HOW TO COMPLETE THIS TASK: The records under this task must be duplicated exactly.

DATA SUPPLIED:
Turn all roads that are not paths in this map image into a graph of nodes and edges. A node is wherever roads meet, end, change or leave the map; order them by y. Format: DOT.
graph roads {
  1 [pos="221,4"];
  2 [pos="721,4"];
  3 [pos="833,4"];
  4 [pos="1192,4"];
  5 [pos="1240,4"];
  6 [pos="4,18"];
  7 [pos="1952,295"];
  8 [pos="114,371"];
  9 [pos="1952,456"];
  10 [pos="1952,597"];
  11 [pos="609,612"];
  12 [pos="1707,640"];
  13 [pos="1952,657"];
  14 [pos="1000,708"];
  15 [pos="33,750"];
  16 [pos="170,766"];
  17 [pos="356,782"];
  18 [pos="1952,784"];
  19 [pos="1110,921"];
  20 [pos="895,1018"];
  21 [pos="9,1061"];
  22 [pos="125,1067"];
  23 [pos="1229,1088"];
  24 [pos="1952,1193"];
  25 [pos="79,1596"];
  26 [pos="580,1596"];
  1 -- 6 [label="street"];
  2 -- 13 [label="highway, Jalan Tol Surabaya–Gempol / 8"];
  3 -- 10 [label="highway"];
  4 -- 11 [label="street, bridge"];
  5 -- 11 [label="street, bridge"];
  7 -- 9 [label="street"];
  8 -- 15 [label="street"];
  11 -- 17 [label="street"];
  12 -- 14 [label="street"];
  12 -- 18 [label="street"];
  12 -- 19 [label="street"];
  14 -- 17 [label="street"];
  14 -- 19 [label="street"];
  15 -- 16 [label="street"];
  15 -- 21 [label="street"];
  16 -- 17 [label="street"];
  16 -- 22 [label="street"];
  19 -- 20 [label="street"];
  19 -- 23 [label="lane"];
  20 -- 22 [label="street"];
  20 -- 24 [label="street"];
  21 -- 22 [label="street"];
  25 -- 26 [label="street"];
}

EXERCISE RESULT:
Turn all roads that are not paths in this map image into a graph of nodes and edges. A node is wherever roads meet, end, change or leave the map; order them by y. Format: DOT.
graph roads {
  1 [pos="221,4"];
  2 [pos="721,4"];
  3 [pos="833,4"];
  4 [pos="1192,4"];
  5 [pos="1240,4"];
  6 [pos="4,18"];
  7 [pos="1952,295"];
  8 [pos="114,371"];
  9 [pos="1952,456"];
  10 [pos="1952,597"];
  11 [pos="609,612"];
  12 [pos="1707,640"];
  13 [pos="1952,657"];
  14 [pos="1000,708"];
  15 [pos="33,750"];
  16 [pos="170,766"];
  17 [pos="356,782"];
  18 [pos="1952,784"];
  19 [pos="1110,921"];
  20 [pos="895,1018"];
  21 [pos="9,1061"];
  22 [pos="125,1067"];
  23 [pos="1229,1088"];
  24 [pos="1952,1193"];
  25 [pos="79,1596"];
  26 [pos="580,1596"];
  1 -- 6 [label="street"];
  2 -- 13 [label="highway, Jalan Tol Surabaya–Gempol / 8"];
  3 -- 10 [label="highway"];
  4 -- 11 [label="street, bridge"];
  5 -- 11 [label="street, bridge"];
  7 -- 9 [label="street"];
  8 -- 15 [label="street"];
  11 -- 17 [label="street"];
  12 -- 14 [label="street"];
  12 -- 18 [label="street"];
  12 -- 19 [label="street"];
  14 -- 17 [label="street"];
  14 -- 19 [label="street"];
  15 -- 16 [label="street"];
  15 -- 21 [label="street"];
  16 -- 17 [label="street"];
  16 -- 22 [label="street"];
  19 -- 20 [label="street"];
  19 -- 23 [label="lane"];
  20 -- 22 [label="street"];
  20 -- 24 [label="street"];
  21 -- 22 [label="street"];
  25 -- 26 [label="street"];
}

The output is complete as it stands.